» **WHAT IS REQUIRED**
Given the entries below, would you transcribe exactly the lines starting at the one with "pinky tip: (388, 335)" and ending at the one with "thumb ip: (224, 200)", both kept, pictures omitted, nothing extra?

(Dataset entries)
* * * * * * * * *
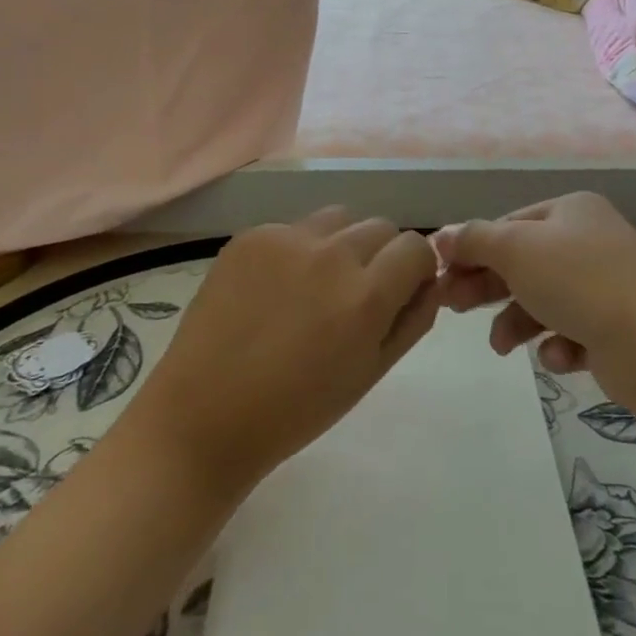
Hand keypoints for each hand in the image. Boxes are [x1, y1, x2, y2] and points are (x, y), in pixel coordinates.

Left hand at [133, 208, 442, 495]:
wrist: (204, 417)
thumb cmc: (296, 410)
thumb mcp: (370, 373)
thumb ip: (412, 320)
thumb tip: (431, 281)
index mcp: (366, 296)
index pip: (417, 246)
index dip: (416, 268)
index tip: (401, 290)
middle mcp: (331, 255)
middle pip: (381, 227)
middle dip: (381, 256)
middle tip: (354, 294)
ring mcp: (286, 239)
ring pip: (340, 218)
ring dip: (342, 243)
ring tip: (315, 284)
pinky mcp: (251, 236)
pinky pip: (295, 226)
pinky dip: (298, 249)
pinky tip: (275, 287)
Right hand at [432, 192, 635, 411]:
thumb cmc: (579, 280)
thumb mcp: (516, 249)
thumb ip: (475, 240)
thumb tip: (441, 236)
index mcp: (571, 211)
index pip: (510, 224)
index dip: (473, 247)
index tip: (442, 274)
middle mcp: (590, 242)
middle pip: (524, 262)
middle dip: (488, 285)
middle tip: (452, 306)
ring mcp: (607, 286)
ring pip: (544, 300)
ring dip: (516, 321)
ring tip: (502, 346)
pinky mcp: (617, 329)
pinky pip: (572, 333)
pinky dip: (558, 344)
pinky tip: (558, 355)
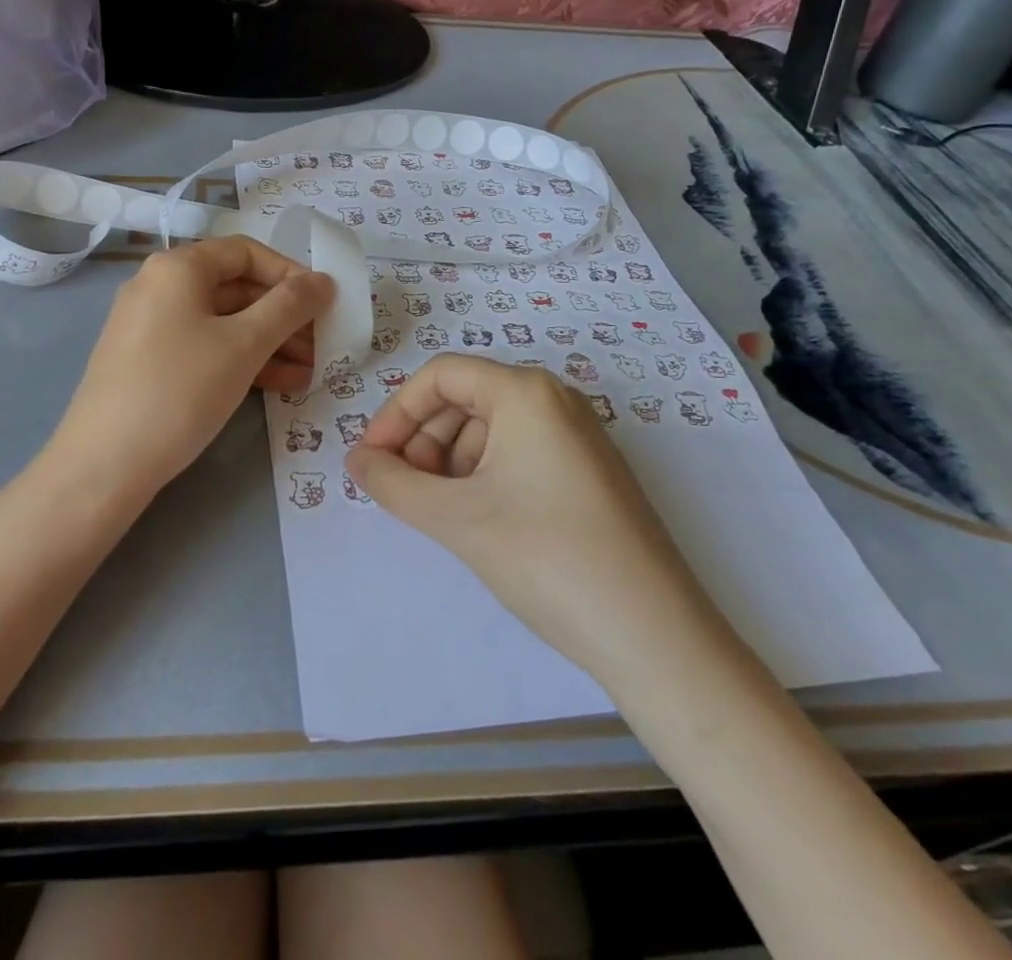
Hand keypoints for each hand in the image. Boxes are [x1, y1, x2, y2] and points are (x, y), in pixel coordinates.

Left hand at [47, 237, 333, 497]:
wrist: (103, 466)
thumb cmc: (180, 390)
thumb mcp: (244, 345)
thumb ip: (289, 307)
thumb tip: (323, 280)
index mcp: (178, 267)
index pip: (246, 252)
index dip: (290, 273)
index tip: (323, 303)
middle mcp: (159, 286)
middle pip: (236, 287)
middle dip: (284, 315)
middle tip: (323, 344)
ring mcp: (150, 325)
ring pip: (223, 321)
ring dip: (269, 342)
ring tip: (310, 371)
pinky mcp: (148, 361)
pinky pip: (204, 346)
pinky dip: (241, 359)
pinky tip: (278, 385)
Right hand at [346, 354, 714, 679]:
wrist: (654, 635)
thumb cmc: (546, 557)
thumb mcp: (456, 519)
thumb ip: (393, 484)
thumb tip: (357, 460)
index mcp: (525, 392)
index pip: (440, 376)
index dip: (396, 412)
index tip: (372, 459)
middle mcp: (555, 399)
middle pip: (465, 398)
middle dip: (423, 438)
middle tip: (402, 490)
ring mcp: (578, 436)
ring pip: (492, 428)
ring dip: (450, 460)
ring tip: (437, 511)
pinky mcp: (590, 472)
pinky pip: (520, 452)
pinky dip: (485, 475)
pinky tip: (477, 519)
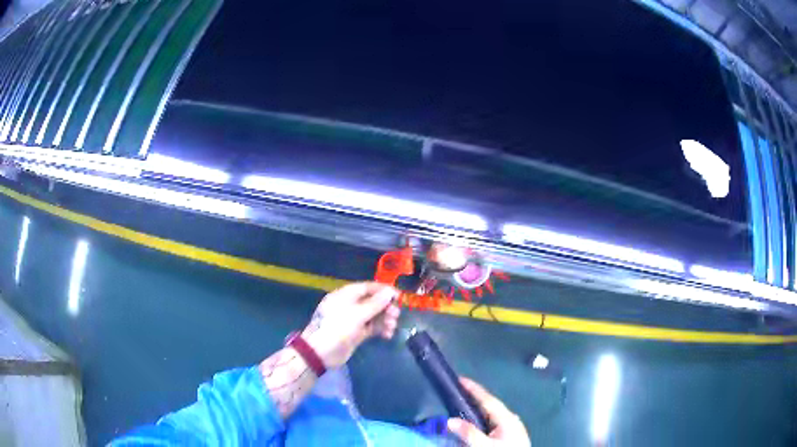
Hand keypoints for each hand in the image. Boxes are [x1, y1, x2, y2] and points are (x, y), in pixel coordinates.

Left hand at [302, 282, 399, 368]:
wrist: (321, 352)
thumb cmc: (337, 328)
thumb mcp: (357, 314)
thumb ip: (375, 303)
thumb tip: (390, 291)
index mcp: (346, 295)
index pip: (368, 287)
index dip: (384, 290)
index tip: (399, 296)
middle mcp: (350, 305)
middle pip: (373, 301)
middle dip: (386, 307)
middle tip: (396, 315)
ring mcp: (353, 320)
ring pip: (374, 315)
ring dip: (385, 319)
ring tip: (392, 327)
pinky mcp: (356, 333)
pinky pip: (372, 327)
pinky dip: (380, 329)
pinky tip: (388, 335)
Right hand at [447, 378, 529, 446]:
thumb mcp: (485, 445)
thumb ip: (469, 433)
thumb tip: (450, 420)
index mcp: (507, 418)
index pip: (488, 399)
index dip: (474, 389)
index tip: (459, 378)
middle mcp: (510, 420)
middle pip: (489, 406)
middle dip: (473, 398)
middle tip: (456, 391)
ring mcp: (510, 429)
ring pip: (490, 415)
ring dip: (476, 410)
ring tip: (460, 404)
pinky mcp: (507, 437)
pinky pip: (490, 424)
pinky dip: (479, 420)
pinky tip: (472, 423)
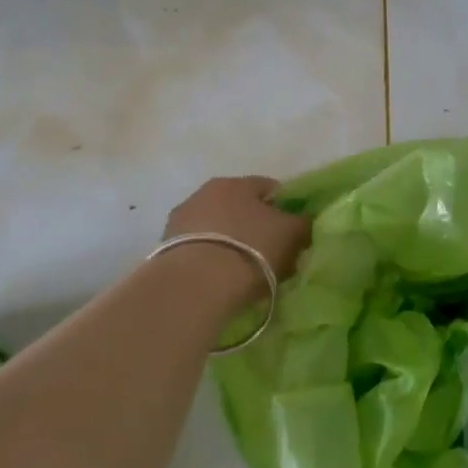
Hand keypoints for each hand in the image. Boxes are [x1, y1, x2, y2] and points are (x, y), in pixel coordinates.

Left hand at [163, 176, 312, 290]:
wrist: (196, 285)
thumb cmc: (251, 250)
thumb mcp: (292, 234)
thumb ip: (302, 222)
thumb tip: (303, 219)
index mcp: (237, 182)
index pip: (268, 188)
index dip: (285, 208)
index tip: (293, 232)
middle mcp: (205, 192)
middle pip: (239, 207)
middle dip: (254, 226)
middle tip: (270, 253)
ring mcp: (181, 219)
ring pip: (216, 227)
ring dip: (229, 242)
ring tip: (242, 271)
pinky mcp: (164, 248)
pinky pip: (199, 249)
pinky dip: (210, 259)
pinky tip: (219, 280)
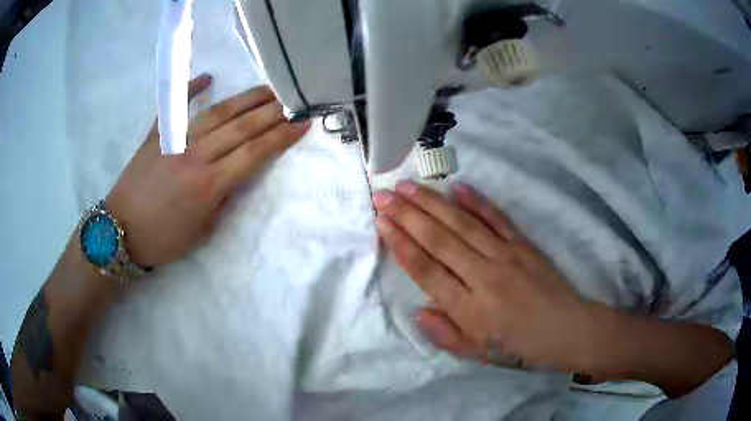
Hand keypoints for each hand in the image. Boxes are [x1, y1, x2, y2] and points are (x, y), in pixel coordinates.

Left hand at [106, 74, 309, 266]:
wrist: (120, 232)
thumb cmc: (163, 240)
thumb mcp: (201, 233)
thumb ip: (224, 200)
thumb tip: (238, 175)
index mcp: (209, 185)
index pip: (255, 153)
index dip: (282, 137)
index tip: (302, 124)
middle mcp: (196, 156)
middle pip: (241, 127)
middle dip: (271, 112)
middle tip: (292, 99)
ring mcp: (175, 141)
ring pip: (217, 112)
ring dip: (245, 99)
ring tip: (267, 89)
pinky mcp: (156, 135)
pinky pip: (176, 106)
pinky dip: (191, 89)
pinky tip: (207, 77)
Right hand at [373, 181, 595, 371]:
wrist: (568, 331)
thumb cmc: (521, 348)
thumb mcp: (479, 355)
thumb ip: (445, 336)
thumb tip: (418, 311)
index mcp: (470, 310)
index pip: (427, 271)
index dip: (401, 245)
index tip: (382, 223)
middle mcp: (485, 277)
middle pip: (439, 240)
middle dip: (408, 216)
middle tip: (383, 196)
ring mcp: (506, 256)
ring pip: (462, 224)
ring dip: (432, 203)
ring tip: (407, 187)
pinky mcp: (524, 245)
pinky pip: (497, 219)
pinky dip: (477, 202)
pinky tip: (458, 188)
* * * * * * * * *
» **ANSWER TO THIS PROBLEM**
pinky tip: (388, 335)
Right hand at [447, 378, 529, 446]:
thumb mcp: (485, 445)
thumb ip: (469, 433)
thumb tip: (450, 420)
index mcp: (507, 418)
index pip: (488, 399)
index dip: (474, 389)
index tip: (459, 378)
middle mcp: (510, 420)
middle pip: (489, 406)
middle dip: (473, 398)
middle tip: (456, 391)
ring mcp: (510, 429)
ring pip: (490, 415)
ring dip: (476, 410)
ring tip: (460, 404)
pinky mcp: (507, 437)
pinky pip: (490, 424)
pinky dip: (479, 420)
pinky tip: (472, 423)
Hand keypoints for each hand in the image. Boxes are [x1, y1, x2, y2] and points are (x, y), in pixel coordinates.

Left hand at [163, 176, 312, 290]:
wrist: (196, 285)
thumb cmc: (251, 250)
thumb mcp: (292, 234)
thumb ip: (302, 222)
thumb tip: (303, 219)
index mcp: (237, 182)
index pip: (268, 188)
index dip: (285, 208)
index tip: (293, 232)
middle mcp: (205, 192)
middle pip: (239, 207)
middle dip: (254, 226)
middle tip: (270, 253)
ring mcp: (181, 219)
ring pip: (216, 227)
ring dip: (229, 242)
ring tip: (242, 271)
pinky mcp: (164, 248)
pinky pip: (199, 249)
pinky dip: (210, 259)
pinky tip: (219, 280)
Hand keypoints for each hand in the image. Boxes are [x1, y1, x2, y2] and points are (x, y), in pixel coordinates.

Left hand at [106, 74, 309, 266]:
wrist: (120, 232)
thumb cmc: (163, 240)
thumb mcp: (201, 233)
thumb ip: (224, 200)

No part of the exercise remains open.